Para os ministros do TCU que se manifestaram durante o julgamento do processo de pactuação por consenso entre Oi e a Anatel na migração do regime de concessão para autorização, o caso traz muitas situações excepcionais que não permitem que ele seja tomado por referência para outros acordos. Por outro lado, a pactuação se mostrou a solução possível para o imbroglio dos bens reversíveis, um impasse jurídico que opõe o TCU e a Anatel há décadas e que apenas com a migração consensuada parece ter encontrado uma solução definitiva.
Para Walton Rodrigues, ministro decano do TCU, "a solução (no caso da Oi) está longe de ser paradigma para outros processos". Segundo ele, as eventuais falhas técnicas que possam ter sido relevadas no processo de pactuação "deram lugar ao interesse público" de assegurar a continuidade dos serviços de uma empresa "que tem prestado relevantes serviços à sociedade por décadas".
Já o ministro Benjamin Zymler lembrou que o caso trouxe à análise do interesse público também a "ótica consequencialista" e que finalmente as divergências sobre bens reversíveis se pacificam. "Já fomos muito duros em nossas manifestações sobre isso, e há múltiplos critérios para classificar os bens", disse ele. Para ele, o problema dos bens reversíveis é um conflito insuperável e que geraria uma discussão infindável se não fosse a possibilidade de um acordo.

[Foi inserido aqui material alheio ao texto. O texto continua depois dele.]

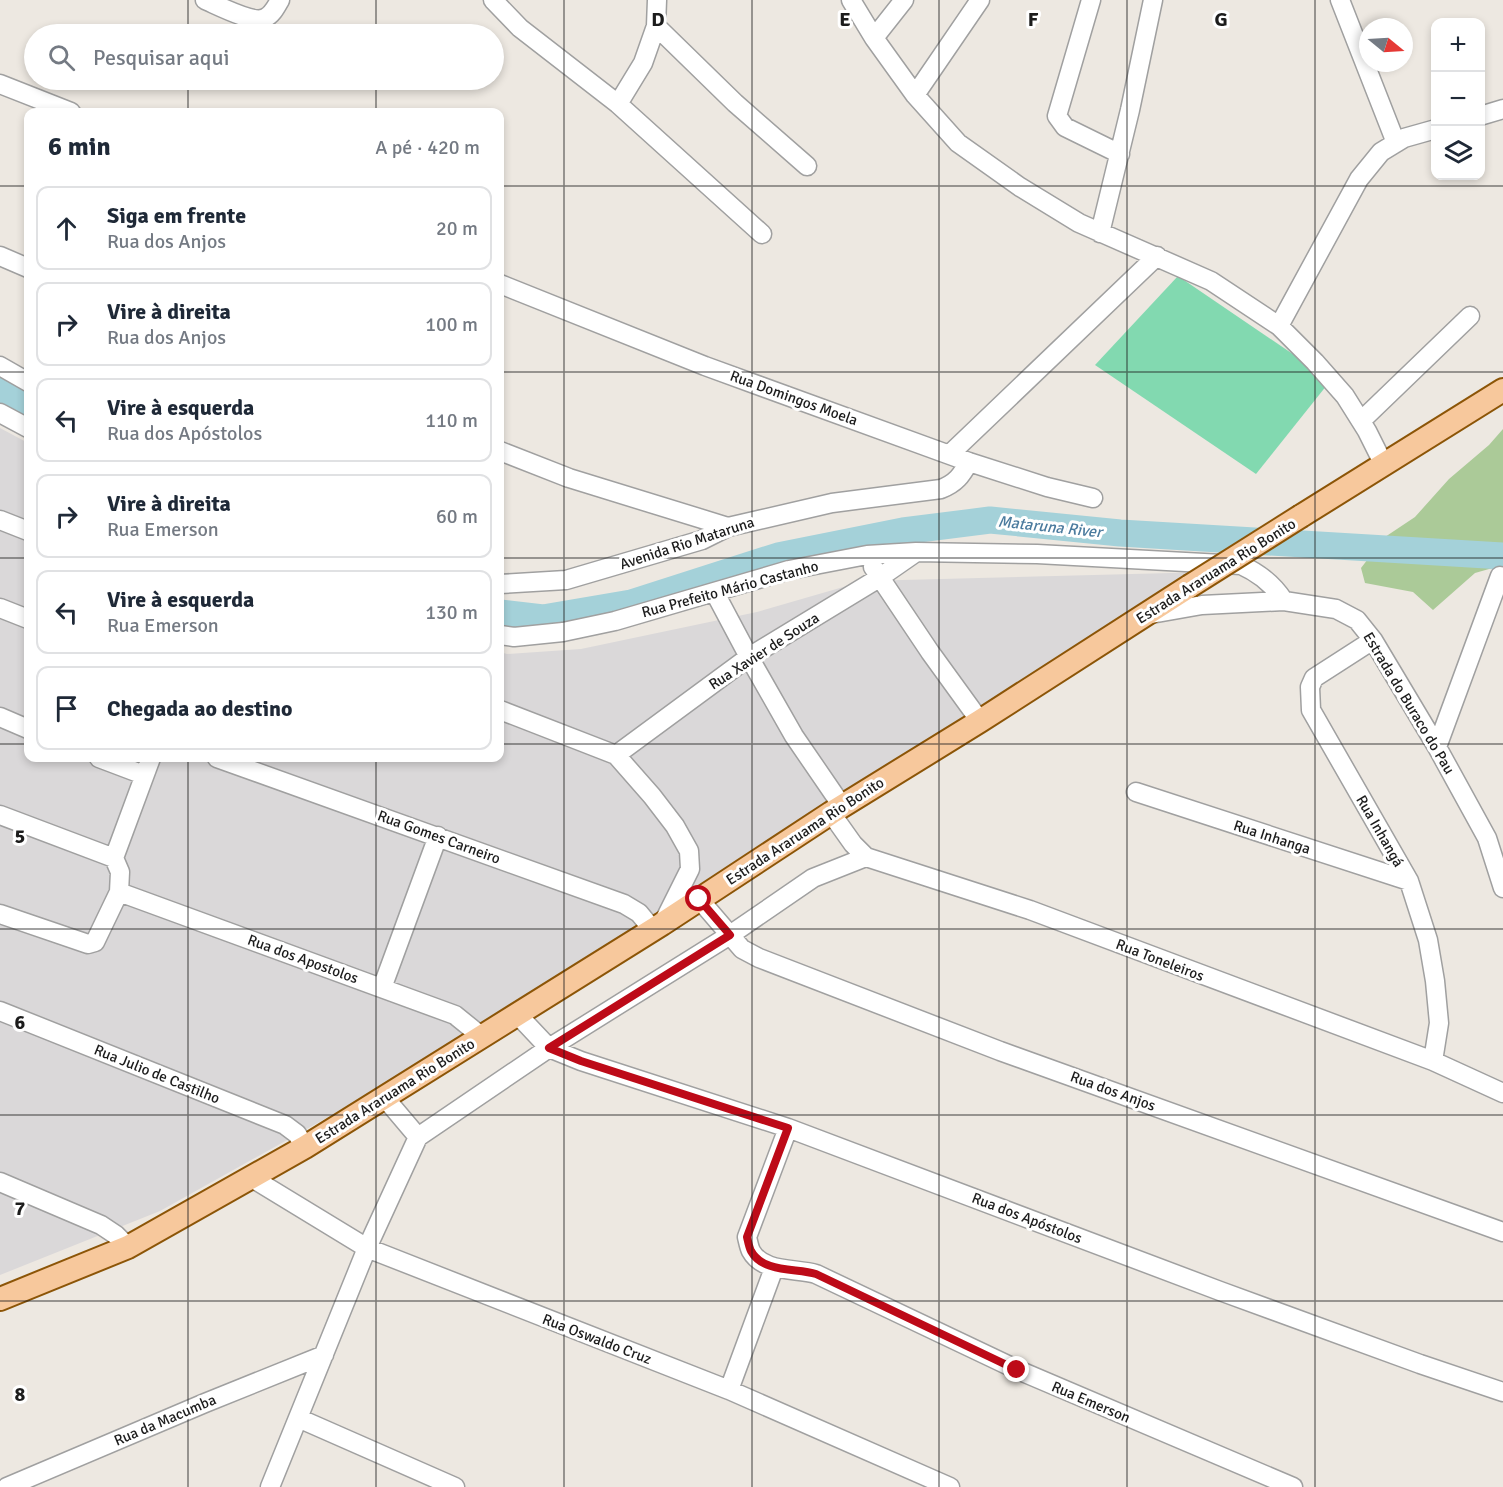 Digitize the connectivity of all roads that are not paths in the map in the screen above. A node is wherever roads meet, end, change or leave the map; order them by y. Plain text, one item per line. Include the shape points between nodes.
1 (205, 0) edge
2 (280, 0) edge
3 (493, 0) edge
4 (657, 0) edge
5 (850, 0) edge
6 (904, 0) edge
7 (980, 0) edge
8 (1091, 0) edge
9 (1153, 0) edge
10 (1340, 0) edge
11 (656, 26) junction
12 (874, 38) junction
13 (0, 84) edge
14 (915, 94) junction
15 (618, 104) junction
16 (60, 108) edge
17 (1503, 109) edge
18 (1485, 114) edge
19 (1431, 130) edge
20 (1395, 143) junction
21 (1120, 154) junction
22 (807, 166) dead end
23 (1100, 233) junction
24 (762, 234) dead end
25 (0, 256) edge
26 (1156, 256) junction
27 (24, 266) edge
28 (504, 286) edge
29 (1470, 316) dead end
30 (1279, 326) junction
31 (0, 366) edge
32 (24, 379) edge
33 (1503, 390) edge
34 (0, 413) edge
35 (1361, 422) junction
36 (24, 426) edge
37 (504, 453) edge
38 (950, 454) junction
39 (969, 462) junction
40 (1384, 465) junction
41 (1093, 498) dead end
42 (0, 520) edge
43 (728, 527) junction
44 (24, 529) edge
45 (916, 552) junction
46 (867, 555) junction
47 (1500, 576) dead end
48 (879, 578) junction
49 (504, 584) edge
50 (715, 593) junction
51 (1284, 601) junction
52 (0, 608) edge
53 (1144, 616) junction
54 (24, 617) edge
55 (504, 636) edge
56 (1373, 640) junction
57 (749, 657) junction
58 (504, 712) edge
59 (0, 717) edge
60 (980, 721) junction
61 (24, 727) edge
62 (1437, 747) junction
63 (616, 755) junction
64 (110, 762) edge
65 (149, 762) edge
66 (228, 762) edge
67 (144, 775) junction
68 (1136, 792) dead end
69 (836, 809) junction
70 (0, 815) edge
71 (1495, 834) edge
72 (438, 836) junction
73 (866, 857) junction
74 (114, 858) junction
75 (1409, 881) junction
76 (1503, 888) edge
77 (119, 892) junction
78 (699, 899) junction
79 (0, 914) edge
80 (658, 927) junction
81 (730, 935) junction
82 (382, 988) junction
83 (0, 1011) edge
84 (517, 1014) junction
85 (481, 1036) junction
86 (549, 1048) junction
87 (1433, 1061) junction
88 (1503, 1093) edge
89 (384, 1098) junction
90 (788, 1128) junction
91 (418, 1137) junction
92 (305, 1147) junction
93 (252, 1178) junction
94 (0, 1182) edge
95 (1503, 1232) edge
96 (128, 1247) junction
97 (368, 1248) junction
98 (774, 1268) junction
99 (0, 1299) edge
100 (324, 1355) junction
101 (729, 1390) junction
102 (1503, 1392) edge
103 (298, 1418) junction
104 (7, 1487) edge
105 (270, 1487) edge
106 (455, 1487) edge
107 (950, 1487) edge
108 (1293, 1487) edge

1 - 2 street via 255,20 273,12
3 - 15 street via 520,28
4 - 11 street
5 - 12 street
6 - 12 street
7 - 14 street
8 - 21 street via 1057,116 1065,127
9 - 21 street
10 - 20 street
11 - 15 street via 643,63
11 - 22 street
12 - 14 street
13 - 16 street
14 - 23 street via 958,144 1020,187
15 - 24 street
17 - 18 street
19 - 20 street
20 - 30 street via 1381,152 1359,179
21 - 23 street
23 - 26 street
25 - 27 street
26 - 30 street via 1211,281
26 - 38 street
28 - 38 street, Rua Domingos Moela via 705,366
29 - 35 street
30 - 35 street via 1316,362
31 - 32 street
33 - 40 main road, Estrada Araruama Rio Bonito
34 - 36 street
35 - 40 street
37 - 43 street via 569,478
38 - 39 street, Rua Domingos Moela
39 - 41 street, Rua Domingos Moela
39 - 43 street, Avenida Rio Mataruna via 960,478 941,489 832,503
40 - 53 main road, Estrada Araruama Rio Bonito, bridge
42 - 44 street
43 - 49 street, Avenida Rio Mataruna via 702,540 566,580
45 - 46 street, Rua Prefeito Mário Castanho
45 - 48 street, Rua Xavier de Souza
45 - 51 street, Rua Prefeito Mário Castanho via 1241,565 1258,573
46 - 48 street
46 - 50 street, Rua Prefeito Mário Castanho via 789,570
47 - 62 street
48 - 57 street, Rua Xavier de Souza
48 - 60 street
50 - 55 street, Rua Prefeito Mário Castanho via 563,632
50 - 57 street
51 - 53 street, Estrada do Buraco do Pau via 1202,605
51 - 56 street, Estrada do Buraco do Pau via 1336,609 1356,620
52 - 54 street
53 - 60 main road, Estrada Araruama Rio Bonito
56 - 62 street, Estrada do Buraco do Pau
56 - 75 street, Rua Inhangá via 1314,678 1310,687 1311,710
57 - 63 street, Rua Xavier de Souza
57 - 69 street
58 - 63 street
59 - 61 street
60 - 69 main road, Estrada Araruama Rio Bonito
62 - 71 street, Estrada do Buraco do Pau
63 - 80 street via 675,826 689,851 690,869
64 - 67 street
65 - 67 street
66 - 72 street, Rua Gomes Carneiro
67 - 74 street
68 - 75 street, Rua Inhanga
69 - 73 street via 853,844
69 - 78 main road, Estrada Araruama Rio Bonito
70 - 74 street
71 - 76 street, Estrada do Buraco do Pau
72 - 80 street, Rua Gomes Carneiro via 624,904
72 - 82 street
73 - 81 street via 813,878
73 - 87 street, Rua Toneleiros via 1030,910
74 - 77 street via 120,872
75 - 87 street, Rua Inhangá via 1428,940 1435,981 1438,1023
77 - 79 street via 99,937 88,944
77 - 82 street, Rua dos Apostolos
78 - 80 main road, Estrada Araruama Rio Bonito
78 - 81 street, Rua dos Anjos
80 - 84 main road, Estrada Araruama Rio Bonito
81 - 86 street
81 - 95 street, Rua dos Anjos via 742,949 759,958 1000,1051
82 - 85 street, Rua dos Apostolos via 455,1015
83 - 92 street, Rua Julio de Castilho via 285,1125
84 - 85 main road, Estrada Araruama Rio Bonito
84 - 86 street, Rua dos Apóstolos
85 - 89 main road, Estrada Araruama Rio Bonito
86 - 90 street, Rua dos Apóstolos
86 - 91 street
87 - 88 street, Rua Toneleiros
89 - 91 street
89 - 92 main road, Estrada Araruama Rio Bonito
90 - 98 street via 747,1237 751,1251
90 - 102 street, Rua dos Apóstolos via 1220,1291
91 - 97 street
92 - 93 main road, Estrada Araruama Rio Bonito
93 - 96 main road, Estrada Araruama Rio Bonito
93 - 97 street, Rua Oswaldo Cruz
94 - 96 street via 101,1225
96 - 99 main road, Estrada Araruama Rio Bonito
97 - 100 street
97 - 101 street, Rua Oswaldo Cruz
98 - 101 street
98 - 108 street, Rua Emerson via 816,1274 1017,1370
100 - 103 street
100 - 104 street, Rua da Macumba
101 - 107 street, Rua Oswaldo Cruz
103 - 105 street
103 - 106 street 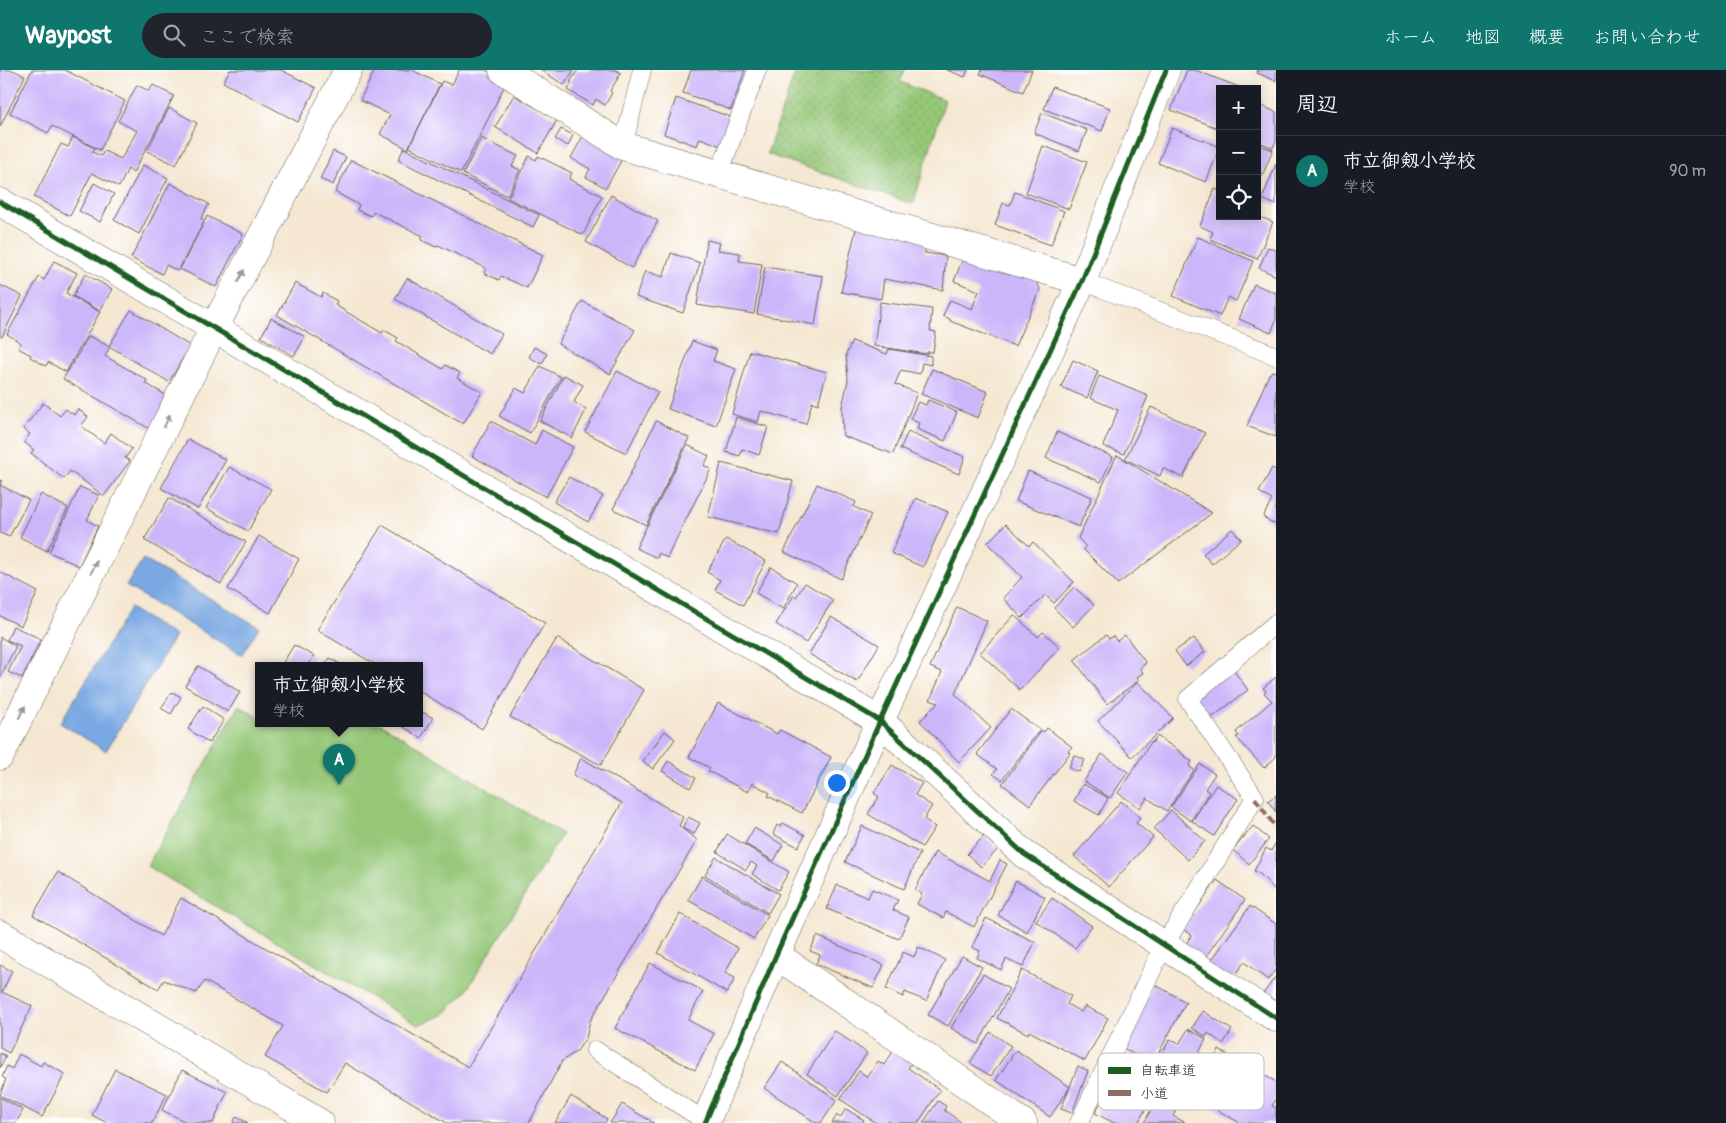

Os bens reversíveis são, segundo a legislação, aqueles bens necessários à continuidade dos serviços de telefonia fixa em regime público. Tipicamente, trata-se da rede de acesso, centrais de comutação e imóveis necessários ao serviço. Na hipótese de fim da concessão, cabe à União prestar o serviço ou voltar a concedê-lo, e nesse caso os bens reversíveis devem ser revertidos para a União. O problema é que, ao longo do tempo, nem TCU nem a Anatel chegaram a posições definitivas sobre como fazer o controle e acompanhamento desses bens, muito menos sobre como eles retornariam à União. Apenas recentemente, com a Lei 13.879/2019, a visão funcionalista do tratamento dos bens reversíveis ganhou mais peso, mas ainda assim boa parte dos debates no TCU se deram em cima do valor do patrimônio das redes, ainda decorrente de uma leitura patrimonialista que vigorou por muitos anos.
Conta incerta
Segundo Zymler, mesmo os valores ponderados no processo de pactuação estão envoltos em incertezas. Segundo ele, a Anatel apresentou uma conta de migração de R$ 20 bilhões, mas a Oi estimou em R$ 12,97 bilhões os bens ainda não amortizados, e que deveriam ser objeto de indenização. Mais R$ 2,47 bilhões que seria o custo de manutenção dos serviços. "Diante disso, o custo de migração seria de R$ 4,28 bilhões, de modo que os R$ 5,8 bilhões parecem razoáveis como valor econômico do acordo. Mas esses valores todos têm sempre muitas incertezas", disse.
Zymler ponderou que o que se esperava é que a Oi abrisse mão da arbitragem, mas essa seria a "tábua de salvação" para a V.tal fazer os investimentos que a concessionária não teria condições de fazer. "Estamos diante de uma situação inusitada", reconheceu Zymler. Segundo ele, diante do ineditismo no caso, nem mesmo é possível ter segurança sobre as probabilidades de vitória do governo em arbitragens.
Para o ministro do TCU, contudo, a iminente falência da Oi se o acordo não fosse alcançado poderia levar a uma desestruturação do mercado de telecomunicações na oferta de telefonia fixa. Ele reconhece que o acordo "é uma solução inventiva, para uma situação para a qual não estamos acostumados no direito administrativo tradicional".
Ainda segundo ele, a aprovação do acordo precisou se dar diante dessa visão pragmática e consequencial, e recomendou que o TCU acompanhe agora o desdobramento da arbitragem e da pactuação com a AGU.